Millions of Tull fans have been demanding that Ian Anderson and his crew be inducted, and although Kiss frontman Paul Stanley said on the occasion of Kiss's induction that the Hall of Fame should respect the tastes of the people who actually buy the records, don't expect Tull fans to be accorded such respect. Although Jethro Tull garnered some critical acclaim in their heyday, too many critics have written them off as the epitome of unchallenging, contrived seventies classic rock.  Writing in their 1991 book "The Worst Rock and Roll Records of All Time," in which they selected Tull's Aqualung as the eleventh worst album ever, Jimmy Guterman and Owen O'Donnell dismissed Tull's fourth album as an "awkward collage of fifteenth-hand theology, light-metal theatrics, and ill-informed rural nostalgia," and that enough people were "taken in" by Anderson's approach to the subjects of organized religion and social injustice to make Aqualung "an enormous hit among pretentious thirteen-year-olds of all ages."  
A select sampling of Rock Hall board members (*cough cough*, Dave Marsh, *cough cough*) may very well agree with that, and, as I alluded earlier this year, Anderson didn't do himself any favors with rock scribes by spearheading concept albums of forty-odd-minute songs divided over two sides of LPs (1972's Thick as a Brick, 1973's A Passion Play) - the very sort of LPs that rock critics said were the reason punk had to happen.  Yeah, he said he was aiming to make parodies of prog concept albums, but no one bought that.  Prog concept albums (the bad ones, anyway) have a tendency to parody themselves, particularly when a progressive rock band goes overboard and makes a really pretentious work - witness Yes's Tales From Topographic Oceans.  (Thick As a Brick, which I've heard in its entirety, is actually very listenable, and it does have some well-crafted music, but it can get a little tiresome in spots.  More on that later.)  Jethro Tull did make several good records overall, including, in my opinion anyway, Aqualung, and they should be in the Hall of Fame for Anderson's humor and Martin Barre's guitar expertise alone, but their dubious receipt of the 1988 Best Heavy Metal Album Grammy made them a laughingstock in the rock press for the next twenty-five years and change. 

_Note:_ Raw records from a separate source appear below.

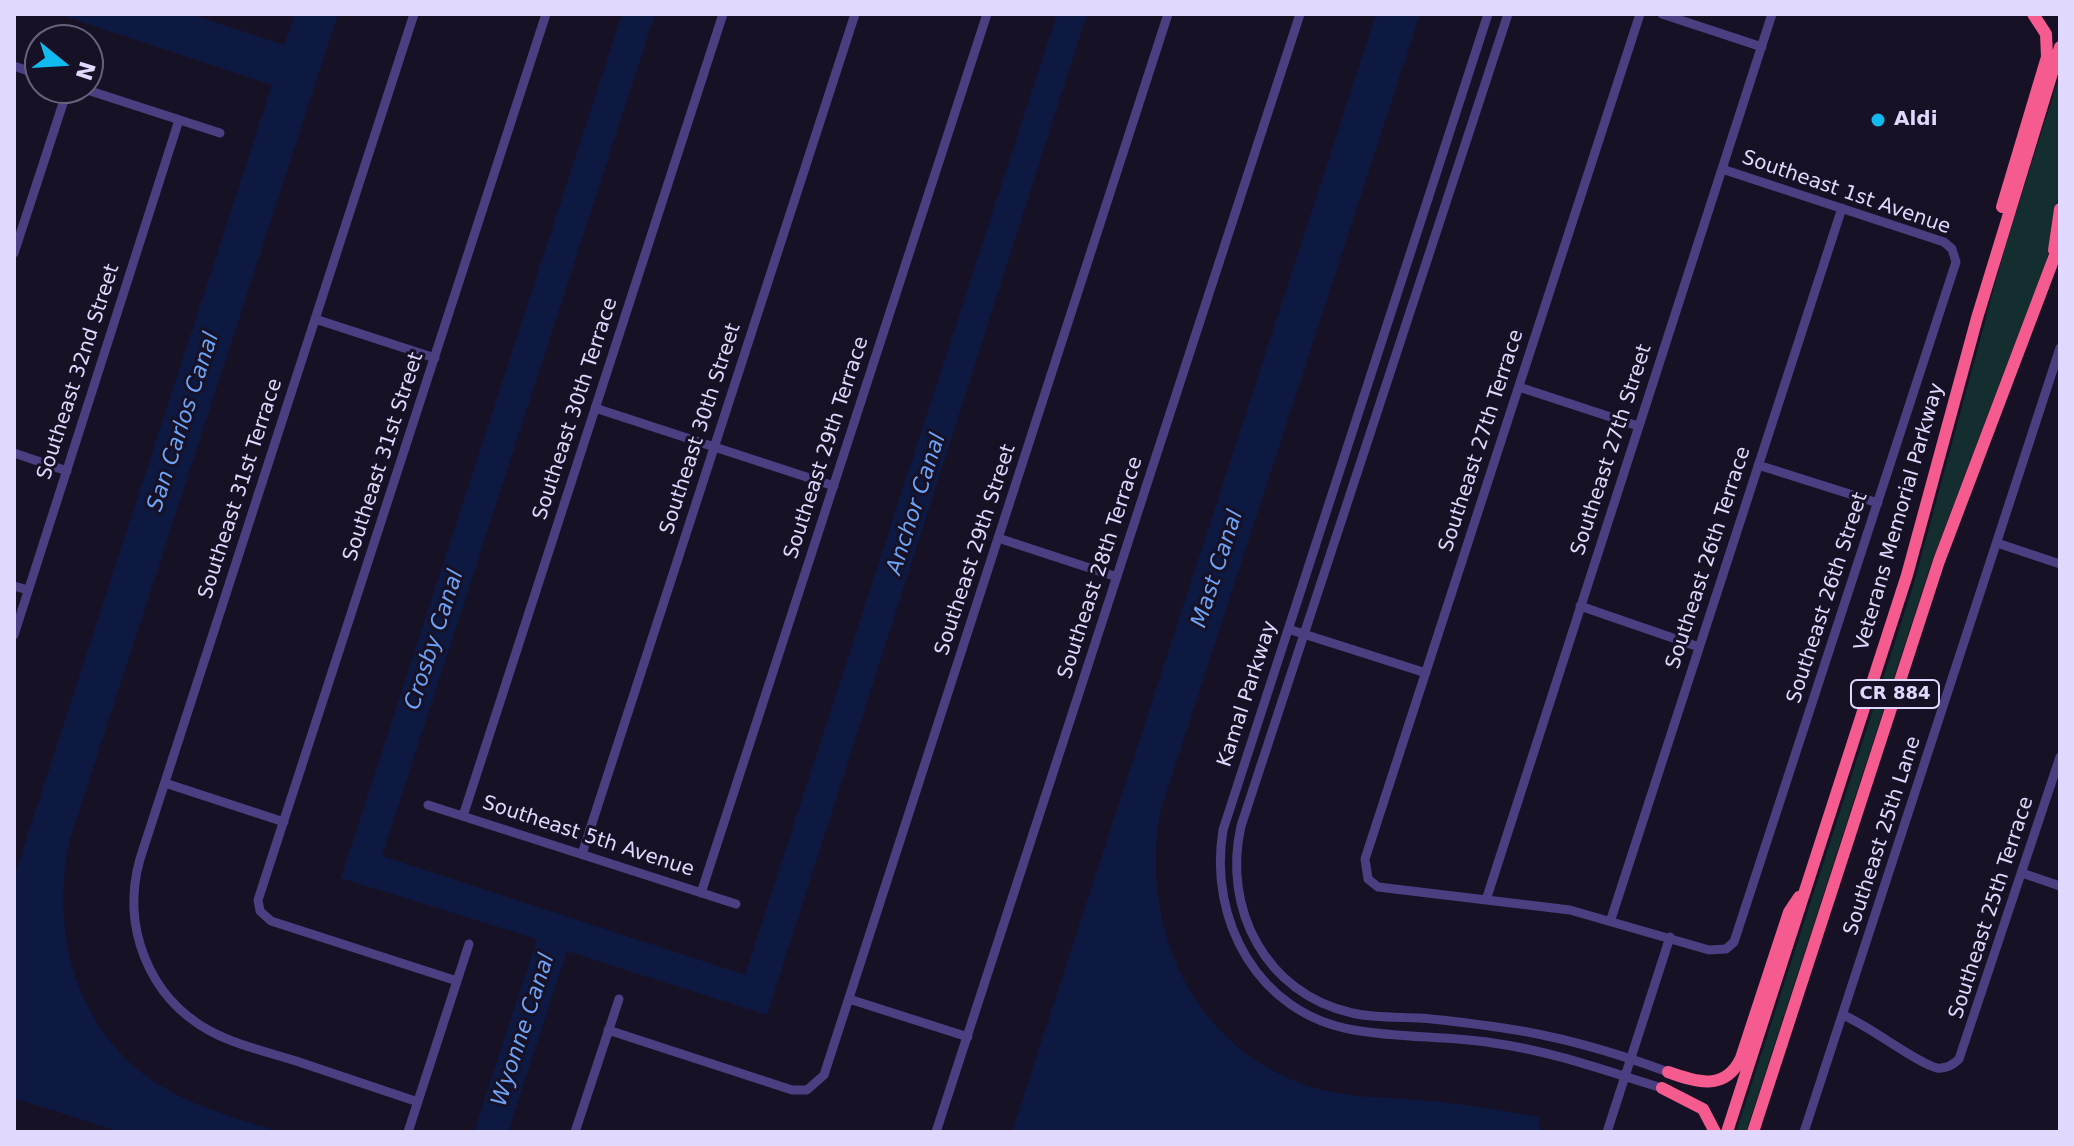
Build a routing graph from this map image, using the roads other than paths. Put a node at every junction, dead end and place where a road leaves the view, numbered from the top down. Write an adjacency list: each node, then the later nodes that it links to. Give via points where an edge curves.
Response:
1 (414, 14): 28 (street, Southeast 31st Terrace)
2 (546, 14): 30 (street, Southeast 31st Street)
3 (723, 14): 32 (street, Southeast 30th Terrace)
4 (855, 14): 34 (street, Southeast 30th Street)
5 (987, 14): 38 (street, Southeast 29th Terrace)
6 (1168, 14): 40 (street, Southeast 29th Street)
7 (1300, 14): 43 (street, Southeast 28th Terrace)
8 (1488, 14): 47 (street, Kamal Parkway)
9 (1508, 14): 48 (street, Kamal Parkway)
10 (1640, 14): 31 (street, Southeast 27th Terrace)
11 (1662, 14): 14 (street)
12 (1772, 14): 14 (street, Southeast 27th Street)
13 (2033, 14): 27 (highway, via 2046,34 2047,57 2006,186)
14 (1762, 47): 20 (street, Southeast 27th Street)
15 (2060, 47): 27 (highway, Veterans Memorial Parkway / CR 884)
16 (104, 96): 18 (street)
17 (63, 104): 24 (street)
18 (179, 120): 19 (street); 37 (street, Southeast 32nd Street)
19 (220, 133)
20 (1722, 169): 21 (street, Southeast 1st Avenue); 33 (street, Southeast 27th Street)
21 (1842, 208): 25 (street, Southeast 1st Avenue, via 1944,242); 36 (street, Southeast 26th Terrace)
22 (2060, 209): 26 (highway)
23 (2060, 242): 26 (highway, CR 884)
24 (14, 253)
25 (1955, 254): 39 (street, Southeast 26th Street)
26 (2057, 257): 85 (highway, CR 884, via 1939,561)
27 (1993, 262): 59 (highway, Veterans Memorial Parkway / CR 884, via 1907,575)
28 (315, 319): 30 (street); 53 (street, Southeast 31st Terrace)
29 (2060, 348): 41 (street, Southeast 25th Lane)
30 (435, 358): 56 (street, Southeast 31st Street)
31 (1519, 387): 33 (street); 51 (street, Southeast 27th Terrace)
32 (595, 408): 34 (street); 55 (street, Southeast 30th Terrace)
33 (1638, 426): 46 (street, Southeast 27th Street)
34 (715, 446): 38 (street); 57 (street, Southeast 30th Street)
35 (14, 453): 37 (street)
36 (1758, 465): 39 (street); 50 (street, Southeast 26th Terrace)
37 (67, 471): 45 (street, Southeast 32nd Street)
38 (834, 486): 61 (street, Southeast 29th Terrace)
39 (1878, 503): 65 (street, Southeast 26th Street, via 1738,932 1726,949 1709,950)
40 (998, 538): 43 (street); 69 (street, Southeast 29th Street)
41 (1997, 543): 42 (street); 70 (street, Southeast 25th Lane)
42 (2060, 564)
43 (1117, 577): 72 (street, Southeast 28th Terrace)
44 (14, 586): 45 (street)
45 (28, 590): 49 (street, Southeast 32nd Street)
46 (1580, 606): 50 (street); 62 (street, Southeast 27th Street)
47 (1288, 629): 48 (street); 75 (street, Kamal Parkway, via 1219,852 1224,907 1250,964 1293,1006 1338,1027 1520,1047)
48 (1304, 634): 51 (street); 73 (street, Kamal Parkway, via 1236,853 1238,895 1263,954 1296,988 1337,1009 1507,1028)
49 (14, 635)
50 (1699, 647): 64 (street, Southeast 26th Terrace)
51 (1426, 673): 62 (street, Southeast 27th Terrace, via 1365,859 1368,879 1388,889)
52 (2060, 757): 58 (street, Southeast 25th Terrace)
53 (165, 783): 56 (street); 77 (street, Southeast 31st Terrace, via 137,869 133,899 138,940 154,976 183,1012 220,1036)
54 (428, 805): 55 (street, Southeast 5th Avenue)
55 (463, 816): 57 (street, Southeast 5th Avenue)
56 (284, 822): 67 (street, Southeast 31st Street, via 259,897 260,911 276,923)
57 (582, 854): 61 (street, Southeast 5th Avenue)
58 (2022, 873): 60 (street); 70 (street, Southeast 25th Terrace, via 1963,1052 1952,1065 1932,1066)
59 (1808, 884): 74 (highway, via 1789,912 1732,1074 1710,1083); 84 (highway, Veterans Memorial Parkway / CR 884)
60 (2060, 886)
61 (701, 893): 63 (street, Southeast 5th Avenue)
62 (1487, 897): 64 (street)
63 (736, 904)
64 (1611, 919): 65 (street)
65 (1670, 937): 73 (street)
66 (469, 944): 67 (street)
67 (457, 981): 77 (street)
68 (619, 999): 71 (street)
69 (849, 999): 71 (street, Southeast 29th Street, via 824,1075 807,1090 792,1090); 72 (street)
70 (1843, 1015): 78 (street, Southeast 25th Lane)
71 (608, 1030): 80 (street)
72 (968, 1037): 81 (street, Southeast 28th Terrace)
73 (1631, 1058): 74 (street, Kamal Parkway); 75 (street)
74 (1668, 1072)
75 (1624, 1077): 76 (street, Kamal Parkway); 82 (street)
76 (1662, 1088): 83 (highway, via 1703,1109)
77 (418, 1102): 79 (street)
78 (1813, 1106): 86 (street); 87 (street)
79 (408, 1132)
80 (575, 1132)
81 (936, 1132)
82 (1607, 1132)
83 (1715, 1132)
84 (1727, 1132)
85 (1753, 1132)
86 (1804, 1132)
87 (1811, 1132)

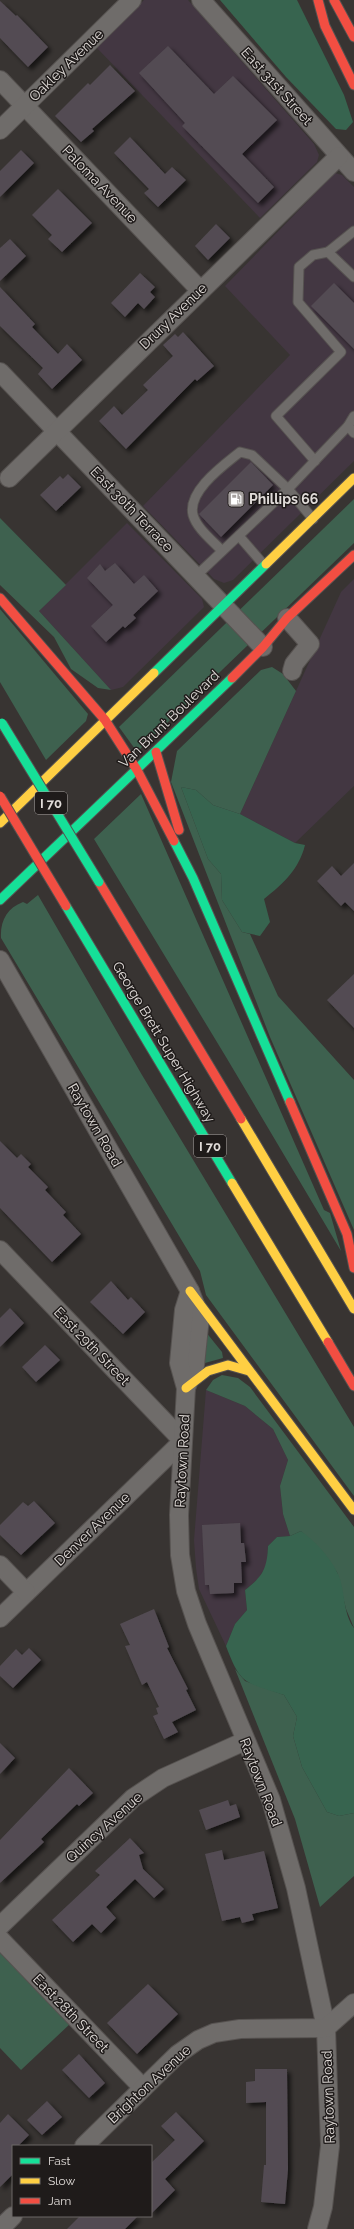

And then there's British folk rock in general. When Paul Stanley accused the Rock and Roll Hall of Fame of not honoring enough acts based on popularity and record sales, I had a problem understanding what he was talking about. This is the same institution that beatified Madonna in 2008 but can't find room for even critically acclaimed British folk rock bands that didn't come anywhere close to Jethro Tull's success in the U.S.  And, once again, all the Limey folkies who made important records in the sixties and seventies are shut out for 2015.  That means no Pentangle, no Fairport Convention, no Richard and Linda Thompson, no solo Richard Thompson, and no Lindisfarne on the ballot.  If Tull can't get in, what hope is there for any of these acts?  But this year, at least, the Rock and Roll Hall of Fame has a treasure trove of worthy artists to choose from, and while N.W.A.'s induction is inevitable (white male rock critics have to pretend not to hate rap in order to keep their coolness and their jobs), I suspect that the final list of inductees for 2015 won't disappoint us.